Toda la obra de Godard circula obsesivamente alrededor de esta oda y funeral del cine, porque el cine para él es, más que un dispositivo, la historia misma del siglo XX, y la historia del siglo XX está marcada por ese pecado original, ese abismo infranqueable que es el de la representabilidad y la irrepresentabilidad de los campos de exterminio. Tal como dice Jacques Rancière que dice Godard en Historia(s) del cine, “el cine es culpable de no haber filmado los campos en su tiempo; es grande por haberlos filmado antes de su tiempo, es culpable de no haber sabido reconocerlos”. Esta función profética y fallida es la raíz de gran parte de las contradicciones, de ese amor y (auto)odio que Godard tenía con respecto a su obra y dispositivo. Uno puede, nuevamente, recurrir a los chismes, a su autoinmolación artística con el Grupo Dziga-Vertov o a la mezquindad de las cartas llenas de odio entre él y Truffaut, pero en el fondo siempre había algo más profundo, que era la realidad de un hombre que sólo se asumía como médium de algo mucho más grande que él, que era el cine, la Historia con mayúscula contada por el dispositivo cinematográfico. Hacer películas como quien agarra aquel jarrón de la abuela y lo rompe para ver qué hay adentro, cortándose los dedos al juntar los añicos. Así, en un momento Godard le sugirió a Henri Langlois dinamitar la Cinemateca Francesa; le dijo que podía salvar dos o tres películas para quedar en la historia como el que las salvó del desastre.

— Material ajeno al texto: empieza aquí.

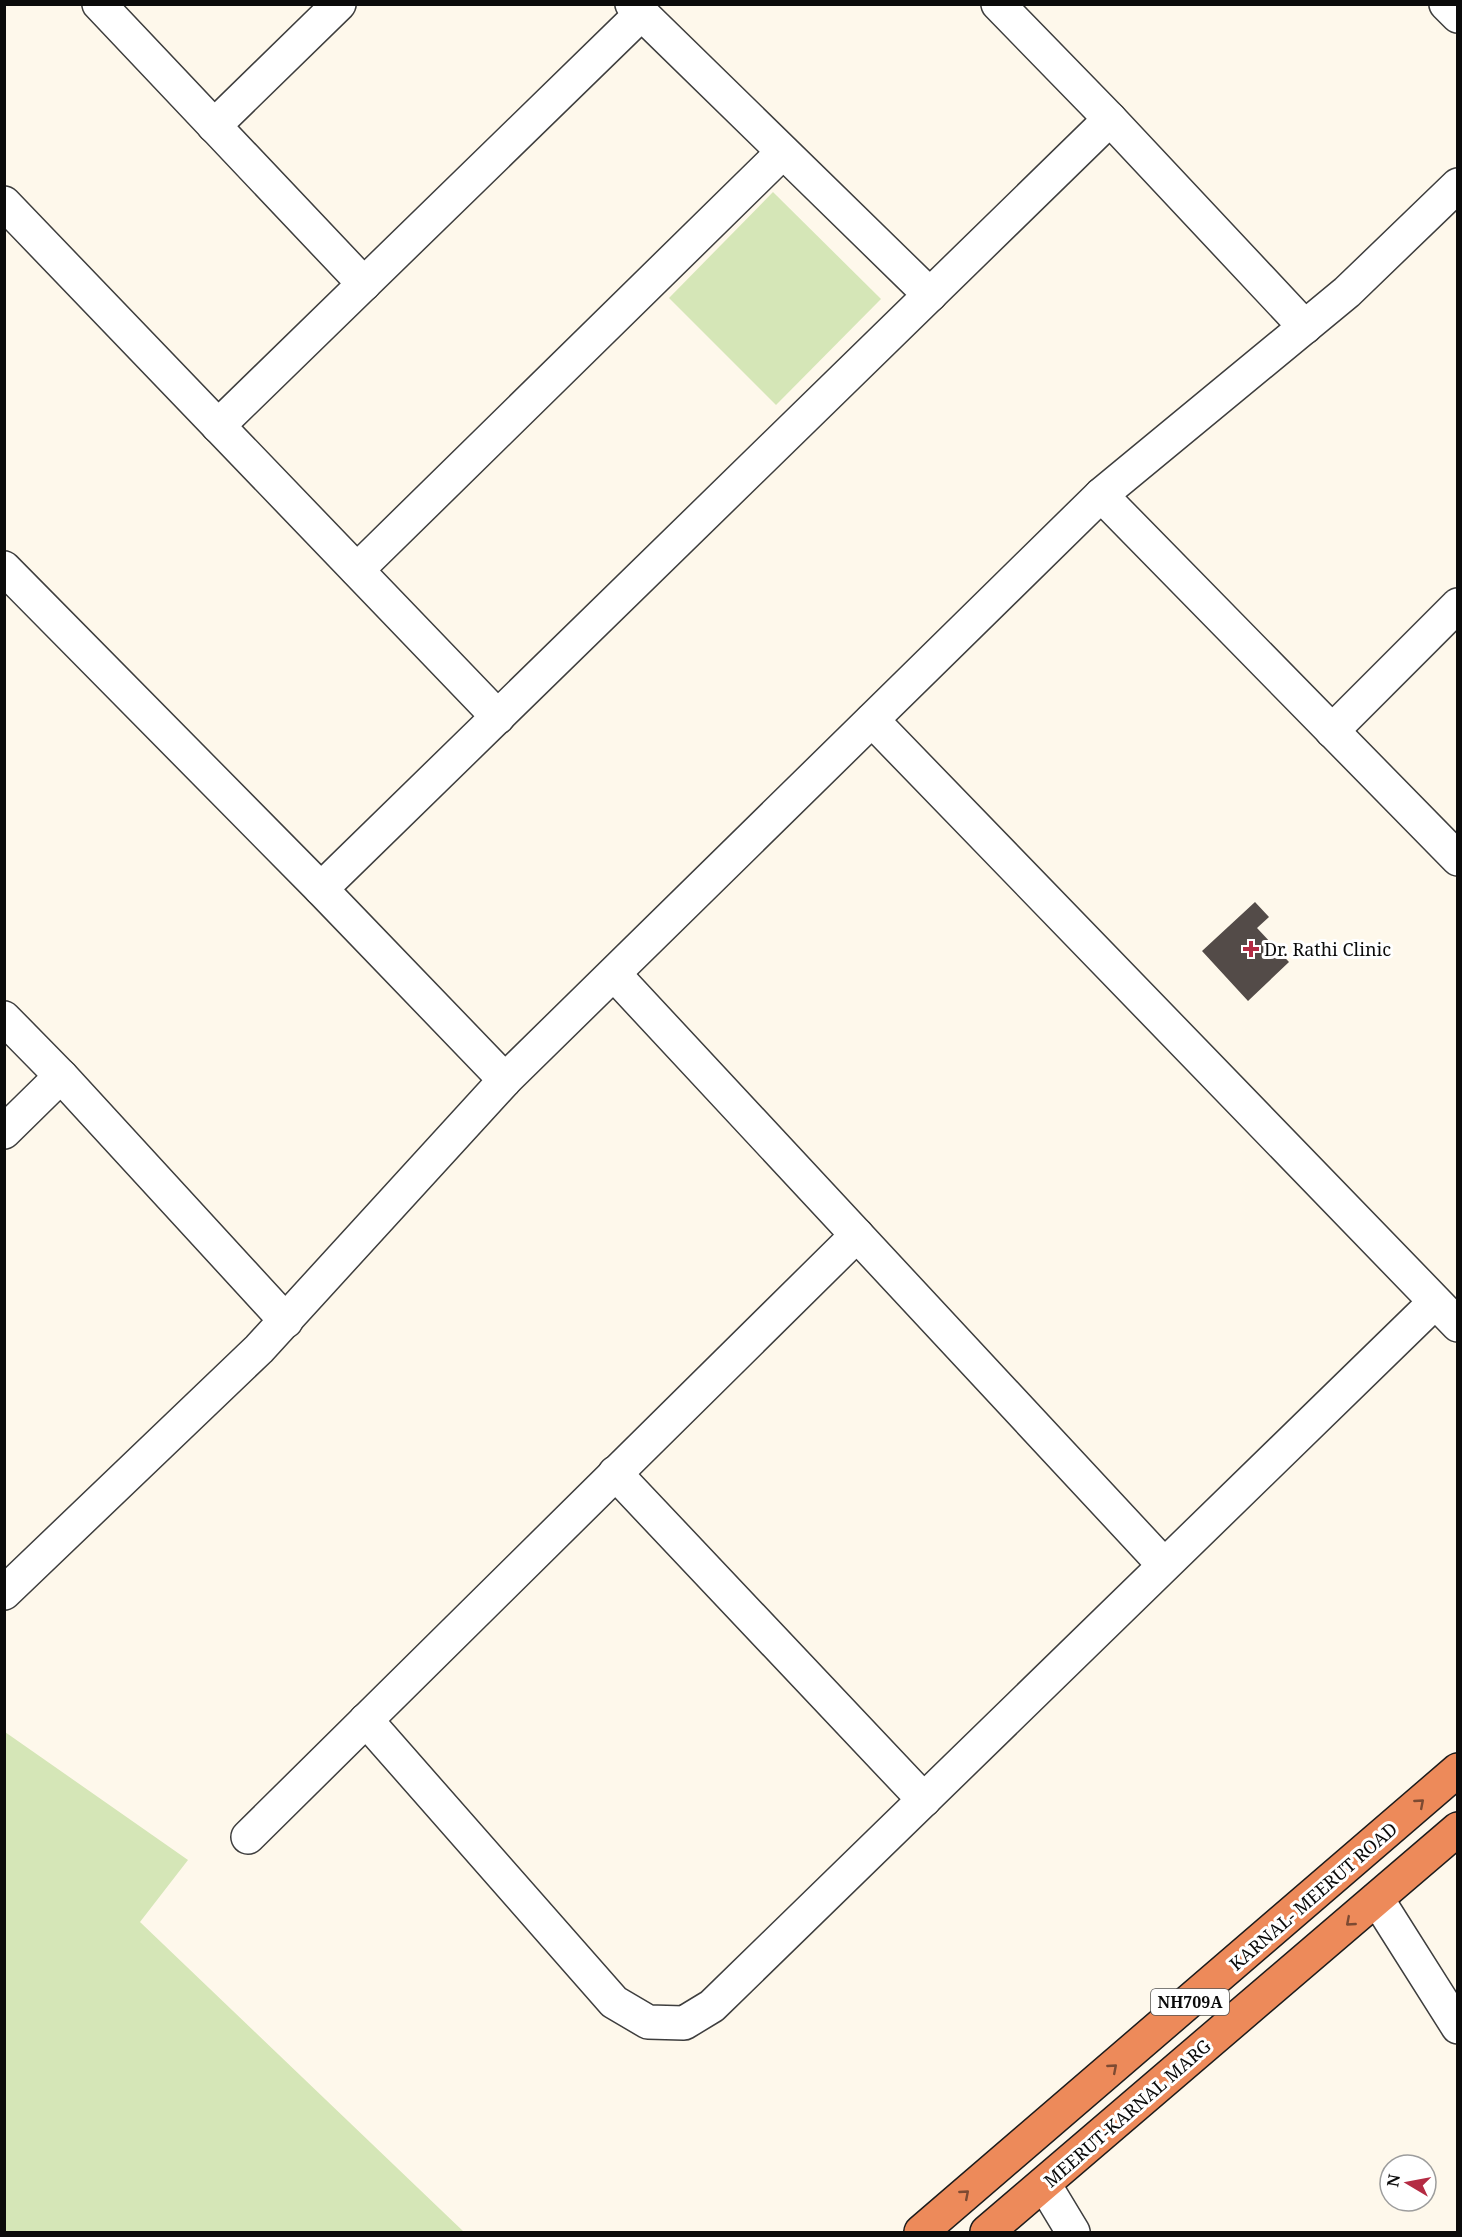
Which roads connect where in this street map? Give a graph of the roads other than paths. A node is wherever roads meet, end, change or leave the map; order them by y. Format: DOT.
graph roads {
  1 [pos="99,4"];
  2 [pos="339,4"];
  3 [pos="998,4"];
  4 [pos="1446,4"];
  5 [pos="637,9"];
  6 [pos="1458,16"];
  7 [pos="1110,119"];
  8 [pos="214,126"];
  9 [pos="783,152"];
  10 [pos="1458,185"];
  11 [pos="4,203"];
  12 [pos="364,284"];
  13 [pos="930,295"];
  14 [pos="1305,327"];
  15 [pos="218,426"];
  16 [pos="1101,495"];
  17 [pos="4,568"];
  18 [pos="357,570"];
  19 [pos="1458,605"];
  20 [pos="498,717"];
  21 [pos="873,720"];
  22 [pos="1332,731"];
  23 [pos="1458,859"];
  24 [pos="321,889"];
  25 [pos="614,974"];
  26 [pos="4,1018"];
  27 [pos="61,1076"];
  28 [pos="505,1080"];
  29 [pos="4,1132"];
  30 [pos="856,1235"];
  31 [pos="1435,1302"];
  32 [pos="286,1321"];
  33 [pos="1458,1325"];
  34 [pos="615,1473"];
  35 [pos="1164,1565"];
  36 [pos="4,1593"];
  37 [pos="366,1720"];
  38 [pos="1458,1770"];
  39 [pos="924,1800"];
  40 [pos="1458,1829"];
  41 [pos="248,1837"];
  42 [pos="1377,1899"];
  43 [pos="1458,2027"];
  44 [pos="1044,2184"];
  45 [pos="921,2232"];
  46 [pos="987,2232"];
  47 [pos="1074,2232"];
  1 -- 8 [label="street"];
  2 -- 8 [label="street"];
  3 -- 7 [label="street"];
  4 -- 6 [label="street"];
  5 -- 9 [label="street"];
  5 -- 12 [label="street"];
  7 -- 13 [label="street"];
  7 -- 14 [label="street"];
  8 -- 12 [label="street"];
  9 -- 13 [label="street"];
  9 -- 18 [label="street"];
  10 -- 14 [label="street"];
  11 -- 15 [label="street"];
  12 -- 15 [label="street"];
  13 -- 20 [label="street"];
  14 -- 16 [label="street"];
  15 -- 18 [label="street"];
  16 -- 21 [label="street"];
  16 -- 22 [label="street"];
  17 -- 24 [label="street"];
  18 -- 20 [label="street"];
  19 -- 22 [label="street"];
  20 -- 24 [label="street"];
  21 -- 25 [label="street"];
  21 -- 31 [label="street"];
  22 -- 23 [label="street"];
  24 -- 28 [label="street"];
  25 -- 28 [label="street"];
  25 -- 30 [label="street"];
  26 -- 27 [label="street"];
  27 -- 29 [label="street"];
  27 -- 32 [label="street"];
  28 -- 32 [label="street"];
  30 -- 34 [label="street"];
  30 -- 35 [label="street"];
  31 -- 33 [label="street"];
  31 -- 35 [label="street"];
  32 -- 36 [label="street"];
  34 -- 37 [label="street"];
  34 -- 39 [label="street"];
  35 -- 39 [label="street"];
  37 -- 39 [label="street"];
  37 -- 41 [label="street"];
  45 -- 38 [label="highway, KARNAL- MEERUT ROAD / NH709A, one-way"];
  40 -- 42 [label="highway, MEERUT-KARNAL MARG / NH709A"];
  42 -- 43 [label="street"];
  42 -- 44 [label="highway, MEERUT-KARNAL MARG / NH709A, one-way"];
  44 -- 46 [label="highway, MEERUT-KARNAL MARG / NH709A"];
  44 -- 47 [label="street"];
}
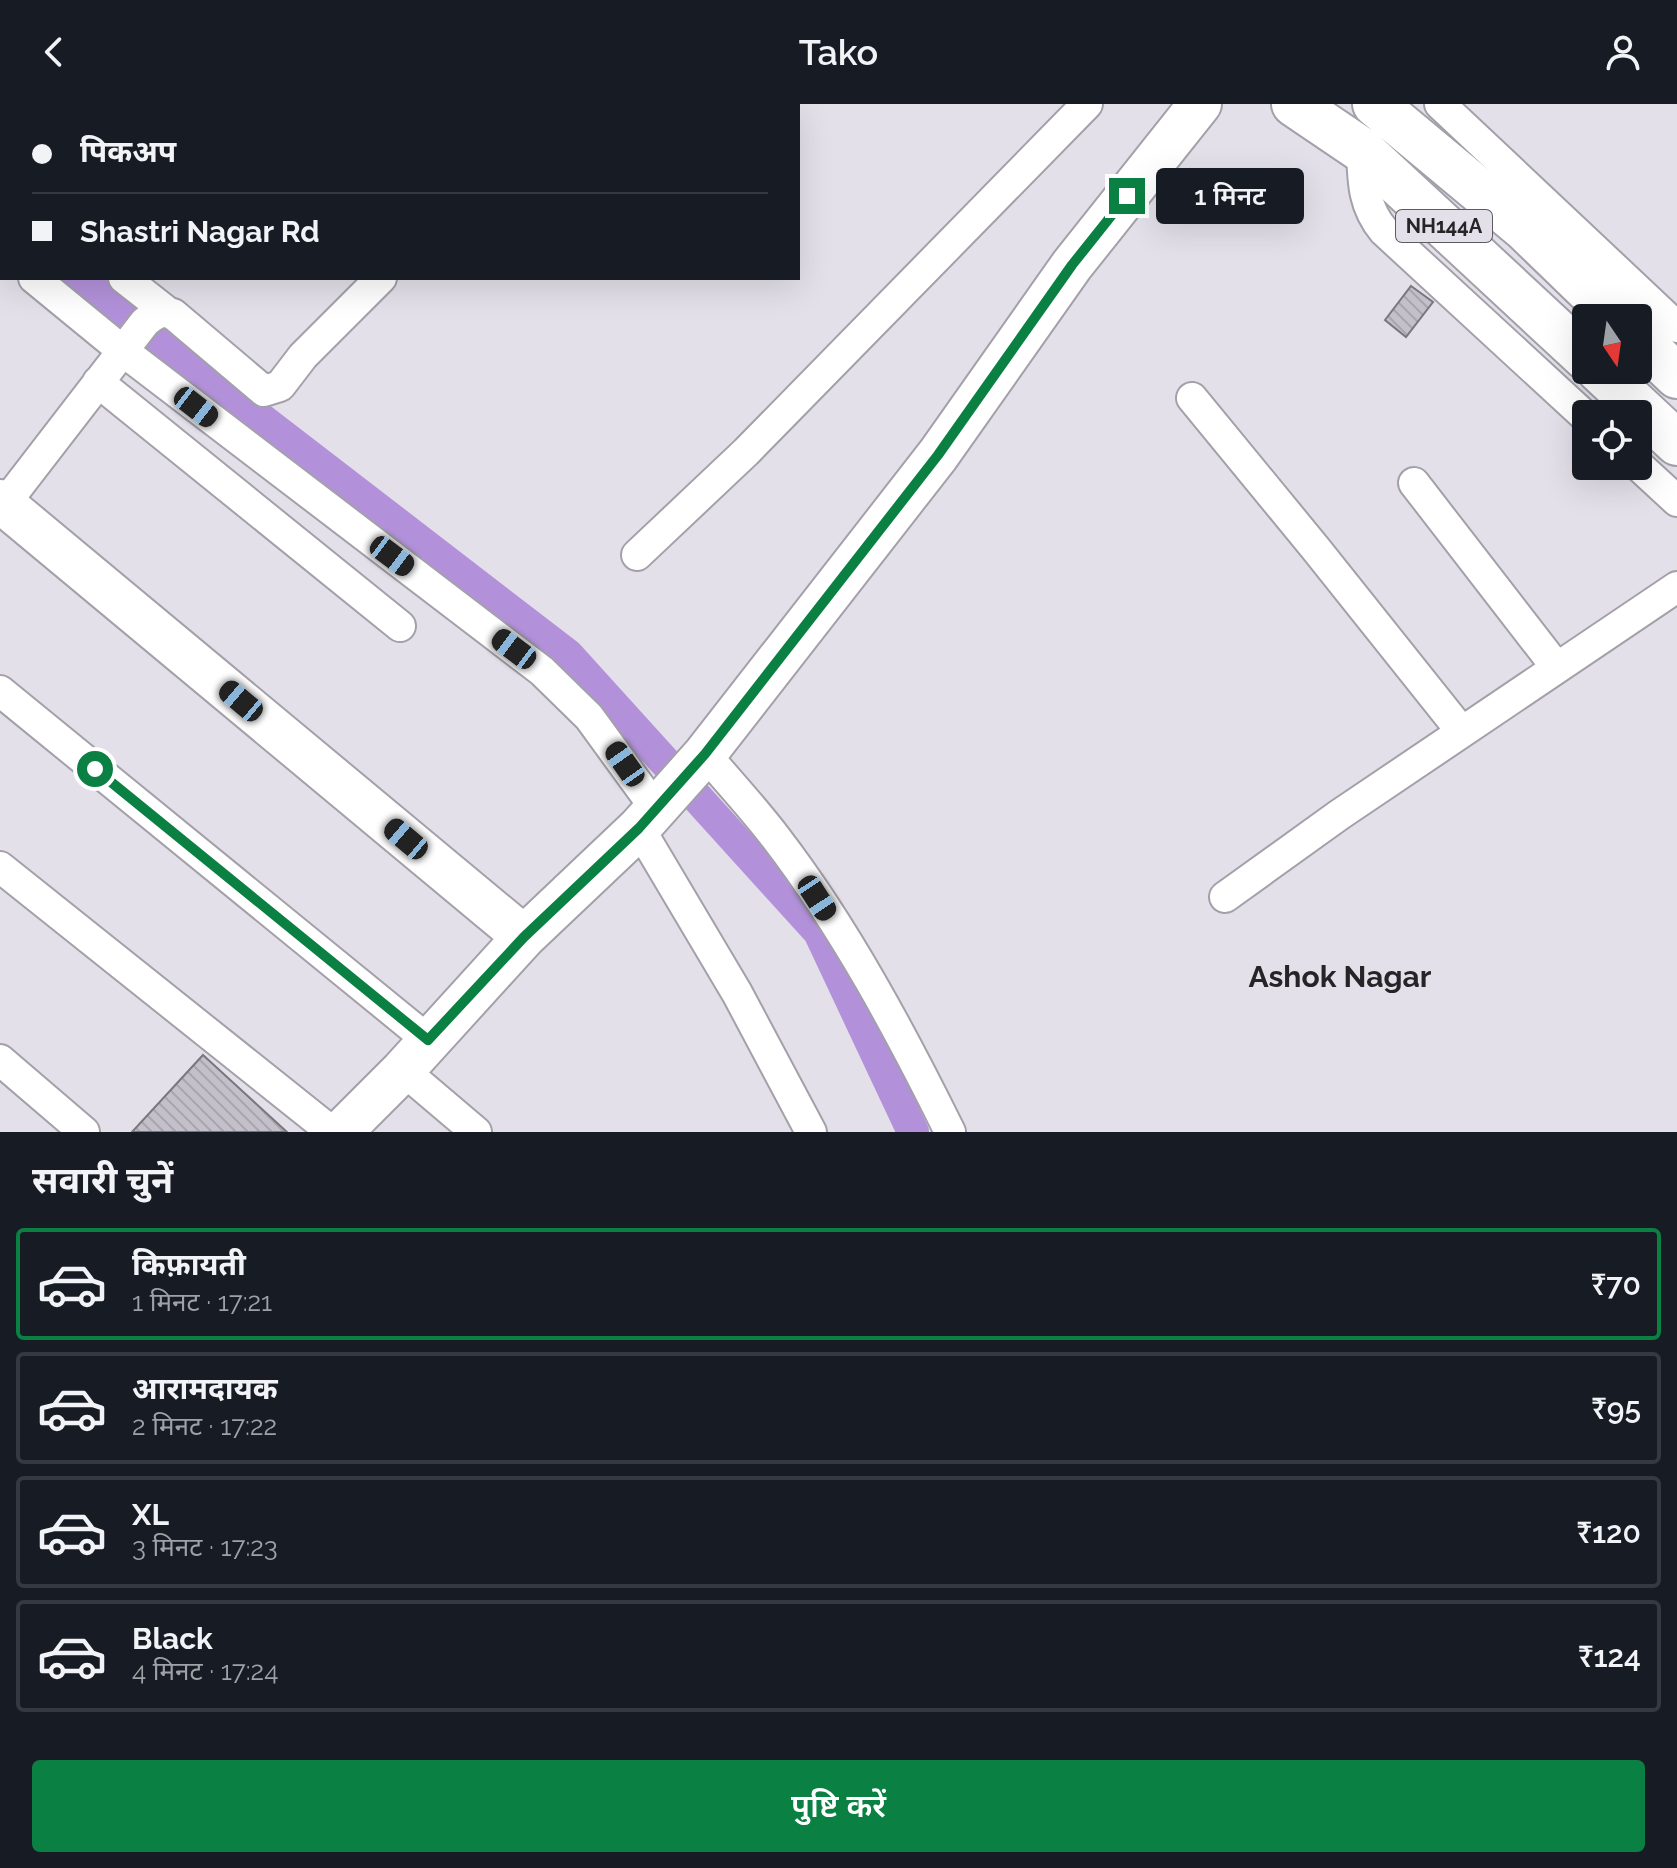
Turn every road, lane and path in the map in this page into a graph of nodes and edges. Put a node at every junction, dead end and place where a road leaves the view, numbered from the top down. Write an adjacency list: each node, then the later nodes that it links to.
1 (1087, 104): 25 (street)
2 (1200, 104): 31 (street)
3 (1294, 104): 6 (highway, NH144A)
4 (1375, 104): 10 (highway, NH144A)
5 (1440, 104): 11 (street)
6 (1362, 150): 13 (highway, NH144A); 19 (street)
7 (38, 280): 12 (street)
8 (125, 280): 12 (street)
9 (378, 280): 12 (street)
10 (1603, 304)
11 (1677, 327)
12 (142, 330): 16 (street); 31 (street)
13 (1572, 345)
14 (1652, 352): 15 (highway)
15 (1677, 376)
16 (98, 382): 24 (street); 27 (street)
17 (1614, 384): 20 (highway)
18 (1192, 398): 30 (street)
19 (1572, 404)
20 (1677, 443)
21 (1652, 478): 23 (street)
22 (1414, 483): 28 (street)
23 (1677, 501)
24 (1, 505): 34 (street)
25 (637, 555)
26 (1677, 587): 28 (street)
27 (400, 626)
28 (1557, 668): 30 (street)
29 (0, 691): 35 (street)
30 (1462, 732): 33 (street)
31 (673, 790): 34 (street); 41 (street); 42 (street)
32 (0, 867): 38 (street)
33 (1225, 897)
34 (524, 937): 35 (street)
35 (416, 1055): 39 (street); 40 (street)
36 (0, 1060): 37 (street)
37 (84, 1132)
38 (332, 1132)
39 (341, 1132)
40 (476, 1132)
41 (811, 1132)
42 (950, 1132)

La crítica Pauline Kael nunca fue la más fiel defensora de Godard, pero escribió, al reseñar Weekend, posiblemente una de las piezas más claras sobre las puertas que abría y cerraba tras de sí: “Pero cuando se trata de Godard, sólo lo puedes seguir y ser destruido. Otros cineastas ven la temeridad, la velocidad y la extravagancia de su complejidad; son conscientes de ello todo el tiempo, lo aman y, por supuesto, tienen razón en amarlo. Pero no pueden caminar detrás suyo. Tienen que encontrar otras formas, porque él ha quemado el suelo”.

Su decisión de morir de forma asistida a los 91 años no es más que la culminación (¿o un nuevo montaje?) de una gran obra de reescritura, reconstrucción y destrucción, porque, como dijo Godard, “el arte es como el incendio / nace / de lo que él quema”.